■ Task description ■
Looking at the records below, state how many lines include the string "edges" and add nothing further.

(Saved entries)
━━━━━━━━

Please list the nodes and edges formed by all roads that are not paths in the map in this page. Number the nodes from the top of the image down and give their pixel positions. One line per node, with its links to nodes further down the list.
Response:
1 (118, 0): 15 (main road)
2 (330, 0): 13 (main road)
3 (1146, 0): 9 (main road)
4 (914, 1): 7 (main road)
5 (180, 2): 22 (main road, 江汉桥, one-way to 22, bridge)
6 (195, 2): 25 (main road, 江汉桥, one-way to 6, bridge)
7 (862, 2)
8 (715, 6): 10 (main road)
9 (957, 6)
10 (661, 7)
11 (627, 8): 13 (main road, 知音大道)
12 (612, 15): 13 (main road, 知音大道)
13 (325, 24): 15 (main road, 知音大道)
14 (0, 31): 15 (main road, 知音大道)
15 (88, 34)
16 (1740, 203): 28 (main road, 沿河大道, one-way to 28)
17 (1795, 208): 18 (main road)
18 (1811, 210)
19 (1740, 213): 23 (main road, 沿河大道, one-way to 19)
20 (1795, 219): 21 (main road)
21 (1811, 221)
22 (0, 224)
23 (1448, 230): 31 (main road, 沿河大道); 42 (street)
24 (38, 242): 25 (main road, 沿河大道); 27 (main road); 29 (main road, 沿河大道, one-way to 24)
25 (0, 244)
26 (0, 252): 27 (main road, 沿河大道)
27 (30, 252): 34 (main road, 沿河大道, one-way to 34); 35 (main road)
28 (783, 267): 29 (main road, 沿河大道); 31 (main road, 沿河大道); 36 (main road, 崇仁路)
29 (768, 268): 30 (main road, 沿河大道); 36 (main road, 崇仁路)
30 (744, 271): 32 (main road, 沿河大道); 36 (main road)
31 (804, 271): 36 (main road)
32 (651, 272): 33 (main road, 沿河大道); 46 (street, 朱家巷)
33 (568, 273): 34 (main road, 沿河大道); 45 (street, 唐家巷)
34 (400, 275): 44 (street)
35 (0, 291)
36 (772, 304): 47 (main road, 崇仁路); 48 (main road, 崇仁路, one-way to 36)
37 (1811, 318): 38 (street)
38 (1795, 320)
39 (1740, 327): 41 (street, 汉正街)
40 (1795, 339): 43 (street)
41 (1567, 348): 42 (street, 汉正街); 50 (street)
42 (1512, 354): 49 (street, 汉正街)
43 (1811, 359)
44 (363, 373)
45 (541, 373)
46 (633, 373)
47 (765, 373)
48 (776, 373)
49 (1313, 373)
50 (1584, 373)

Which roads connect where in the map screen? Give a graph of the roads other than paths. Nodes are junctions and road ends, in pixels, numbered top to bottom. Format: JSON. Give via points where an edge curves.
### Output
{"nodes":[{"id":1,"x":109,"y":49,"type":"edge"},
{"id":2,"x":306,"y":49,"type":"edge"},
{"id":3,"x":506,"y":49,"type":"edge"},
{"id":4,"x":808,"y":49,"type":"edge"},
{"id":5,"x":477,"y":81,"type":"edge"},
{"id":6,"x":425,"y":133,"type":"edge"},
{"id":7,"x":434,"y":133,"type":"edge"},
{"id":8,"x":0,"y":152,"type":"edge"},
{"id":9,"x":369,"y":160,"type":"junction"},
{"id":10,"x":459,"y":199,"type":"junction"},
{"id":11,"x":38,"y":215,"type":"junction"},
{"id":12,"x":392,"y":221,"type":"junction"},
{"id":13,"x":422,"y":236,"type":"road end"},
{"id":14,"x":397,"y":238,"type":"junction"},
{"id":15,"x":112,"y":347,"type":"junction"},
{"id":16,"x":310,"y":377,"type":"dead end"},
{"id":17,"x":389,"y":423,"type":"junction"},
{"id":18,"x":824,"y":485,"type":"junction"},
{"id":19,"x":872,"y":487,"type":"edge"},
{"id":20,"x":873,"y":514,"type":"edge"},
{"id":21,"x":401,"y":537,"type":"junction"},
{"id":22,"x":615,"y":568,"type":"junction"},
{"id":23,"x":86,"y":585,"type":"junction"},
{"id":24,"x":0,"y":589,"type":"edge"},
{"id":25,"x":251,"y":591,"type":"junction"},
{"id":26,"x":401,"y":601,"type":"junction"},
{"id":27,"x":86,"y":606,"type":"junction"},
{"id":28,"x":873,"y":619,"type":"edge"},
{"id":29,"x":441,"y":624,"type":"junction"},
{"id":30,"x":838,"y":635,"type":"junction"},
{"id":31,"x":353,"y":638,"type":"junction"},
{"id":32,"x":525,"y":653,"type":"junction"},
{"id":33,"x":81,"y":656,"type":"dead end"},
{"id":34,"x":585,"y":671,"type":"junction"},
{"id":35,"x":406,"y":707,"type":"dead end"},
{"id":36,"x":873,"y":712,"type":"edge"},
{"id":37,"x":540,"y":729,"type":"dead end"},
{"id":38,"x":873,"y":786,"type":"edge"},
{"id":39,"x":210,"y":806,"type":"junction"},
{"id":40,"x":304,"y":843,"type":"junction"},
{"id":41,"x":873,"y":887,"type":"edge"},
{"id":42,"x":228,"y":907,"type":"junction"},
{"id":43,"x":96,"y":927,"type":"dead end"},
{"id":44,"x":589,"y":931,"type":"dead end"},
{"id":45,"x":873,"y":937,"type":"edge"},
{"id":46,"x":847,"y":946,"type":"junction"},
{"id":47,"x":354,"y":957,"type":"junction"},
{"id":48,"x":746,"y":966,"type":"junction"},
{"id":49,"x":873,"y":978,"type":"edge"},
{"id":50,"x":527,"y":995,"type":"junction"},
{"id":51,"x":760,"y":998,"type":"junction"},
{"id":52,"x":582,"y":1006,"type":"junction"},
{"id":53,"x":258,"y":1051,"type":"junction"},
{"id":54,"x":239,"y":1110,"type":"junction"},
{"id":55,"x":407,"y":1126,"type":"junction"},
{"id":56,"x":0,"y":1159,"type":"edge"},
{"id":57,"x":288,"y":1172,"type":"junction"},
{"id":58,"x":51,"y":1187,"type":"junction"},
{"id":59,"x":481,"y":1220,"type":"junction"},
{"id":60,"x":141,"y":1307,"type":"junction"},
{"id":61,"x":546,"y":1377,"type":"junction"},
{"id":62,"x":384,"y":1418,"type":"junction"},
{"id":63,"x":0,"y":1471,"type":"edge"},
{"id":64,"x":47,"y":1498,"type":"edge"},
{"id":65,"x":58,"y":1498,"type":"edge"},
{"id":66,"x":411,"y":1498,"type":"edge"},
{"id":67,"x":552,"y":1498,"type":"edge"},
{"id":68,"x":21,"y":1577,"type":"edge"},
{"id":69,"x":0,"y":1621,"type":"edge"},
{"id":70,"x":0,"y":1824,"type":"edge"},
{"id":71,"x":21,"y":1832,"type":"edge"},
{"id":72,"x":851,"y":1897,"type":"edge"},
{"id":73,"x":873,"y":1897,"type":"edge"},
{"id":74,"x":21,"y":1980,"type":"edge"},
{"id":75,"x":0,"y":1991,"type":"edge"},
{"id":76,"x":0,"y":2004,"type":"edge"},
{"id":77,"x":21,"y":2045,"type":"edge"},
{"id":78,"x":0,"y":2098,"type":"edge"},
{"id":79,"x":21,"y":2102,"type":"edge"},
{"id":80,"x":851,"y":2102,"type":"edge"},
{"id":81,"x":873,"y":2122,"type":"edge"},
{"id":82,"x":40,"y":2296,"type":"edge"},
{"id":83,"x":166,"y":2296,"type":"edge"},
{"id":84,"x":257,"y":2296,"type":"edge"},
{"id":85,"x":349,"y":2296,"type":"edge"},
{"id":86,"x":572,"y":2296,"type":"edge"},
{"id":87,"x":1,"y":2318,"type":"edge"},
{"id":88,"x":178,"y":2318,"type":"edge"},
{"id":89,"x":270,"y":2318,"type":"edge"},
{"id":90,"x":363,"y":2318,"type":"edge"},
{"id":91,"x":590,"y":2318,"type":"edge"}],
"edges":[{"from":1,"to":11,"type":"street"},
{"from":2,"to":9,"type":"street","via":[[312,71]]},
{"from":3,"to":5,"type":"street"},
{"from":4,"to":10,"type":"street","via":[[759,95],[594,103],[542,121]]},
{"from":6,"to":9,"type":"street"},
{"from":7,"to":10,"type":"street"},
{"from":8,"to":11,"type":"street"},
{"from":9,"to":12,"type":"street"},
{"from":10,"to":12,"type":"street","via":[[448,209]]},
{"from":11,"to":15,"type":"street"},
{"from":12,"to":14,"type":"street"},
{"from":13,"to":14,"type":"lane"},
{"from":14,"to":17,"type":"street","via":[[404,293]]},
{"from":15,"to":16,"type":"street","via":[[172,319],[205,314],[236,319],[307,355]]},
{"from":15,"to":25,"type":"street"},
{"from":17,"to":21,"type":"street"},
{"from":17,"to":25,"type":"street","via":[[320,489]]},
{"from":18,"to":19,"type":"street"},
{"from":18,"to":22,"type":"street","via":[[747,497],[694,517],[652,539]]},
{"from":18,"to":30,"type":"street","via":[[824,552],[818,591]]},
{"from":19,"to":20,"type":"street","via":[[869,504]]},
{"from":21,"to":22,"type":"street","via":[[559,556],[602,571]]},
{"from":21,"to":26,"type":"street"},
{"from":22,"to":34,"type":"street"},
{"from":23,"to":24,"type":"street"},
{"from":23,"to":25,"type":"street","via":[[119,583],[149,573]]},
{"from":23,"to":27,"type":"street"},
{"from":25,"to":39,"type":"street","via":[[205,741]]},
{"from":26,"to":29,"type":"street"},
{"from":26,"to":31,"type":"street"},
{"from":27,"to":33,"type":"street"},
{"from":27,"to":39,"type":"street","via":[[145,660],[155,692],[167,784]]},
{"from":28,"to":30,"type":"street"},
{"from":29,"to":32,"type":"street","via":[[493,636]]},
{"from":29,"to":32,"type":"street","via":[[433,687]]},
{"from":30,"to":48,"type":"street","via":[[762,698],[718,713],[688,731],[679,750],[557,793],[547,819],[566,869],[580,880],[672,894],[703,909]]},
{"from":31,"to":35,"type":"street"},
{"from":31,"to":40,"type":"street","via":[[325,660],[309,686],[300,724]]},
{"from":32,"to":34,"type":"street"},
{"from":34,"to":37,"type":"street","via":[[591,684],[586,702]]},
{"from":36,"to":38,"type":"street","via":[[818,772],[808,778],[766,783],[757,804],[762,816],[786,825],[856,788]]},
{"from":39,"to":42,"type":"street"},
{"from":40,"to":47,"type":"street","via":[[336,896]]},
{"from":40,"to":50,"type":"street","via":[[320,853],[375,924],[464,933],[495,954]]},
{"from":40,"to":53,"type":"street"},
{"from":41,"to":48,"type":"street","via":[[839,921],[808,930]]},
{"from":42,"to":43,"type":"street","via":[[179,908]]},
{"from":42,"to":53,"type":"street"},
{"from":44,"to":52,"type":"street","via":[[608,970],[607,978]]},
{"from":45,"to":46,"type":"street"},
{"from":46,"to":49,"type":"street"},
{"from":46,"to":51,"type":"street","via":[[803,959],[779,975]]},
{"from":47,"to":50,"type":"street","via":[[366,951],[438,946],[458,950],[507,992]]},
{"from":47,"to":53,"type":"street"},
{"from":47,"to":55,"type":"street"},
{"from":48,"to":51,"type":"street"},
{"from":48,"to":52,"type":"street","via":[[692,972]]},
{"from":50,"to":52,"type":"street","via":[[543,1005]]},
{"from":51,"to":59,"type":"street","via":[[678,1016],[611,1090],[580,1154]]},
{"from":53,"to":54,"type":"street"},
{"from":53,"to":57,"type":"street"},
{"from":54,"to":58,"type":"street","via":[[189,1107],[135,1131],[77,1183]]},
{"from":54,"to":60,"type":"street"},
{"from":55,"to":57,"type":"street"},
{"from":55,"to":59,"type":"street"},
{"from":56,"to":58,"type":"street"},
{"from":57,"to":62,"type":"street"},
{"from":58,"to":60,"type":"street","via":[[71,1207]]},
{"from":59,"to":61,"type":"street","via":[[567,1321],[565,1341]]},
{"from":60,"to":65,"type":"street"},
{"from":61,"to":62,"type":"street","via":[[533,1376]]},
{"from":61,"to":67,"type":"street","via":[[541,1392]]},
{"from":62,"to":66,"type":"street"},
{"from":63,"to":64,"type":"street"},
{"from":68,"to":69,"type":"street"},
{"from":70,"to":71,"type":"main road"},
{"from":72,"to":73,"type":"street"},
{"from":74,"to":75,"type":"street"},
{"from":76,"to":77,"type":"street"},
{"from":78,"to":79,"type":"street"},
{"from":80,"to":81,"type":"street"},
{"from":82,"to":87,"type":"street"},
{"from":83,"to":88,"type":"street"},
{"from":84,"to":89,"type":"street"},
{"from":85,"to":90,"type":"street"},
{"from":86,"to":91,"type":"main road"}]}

━━━━━━━━

■ Task answer ■
2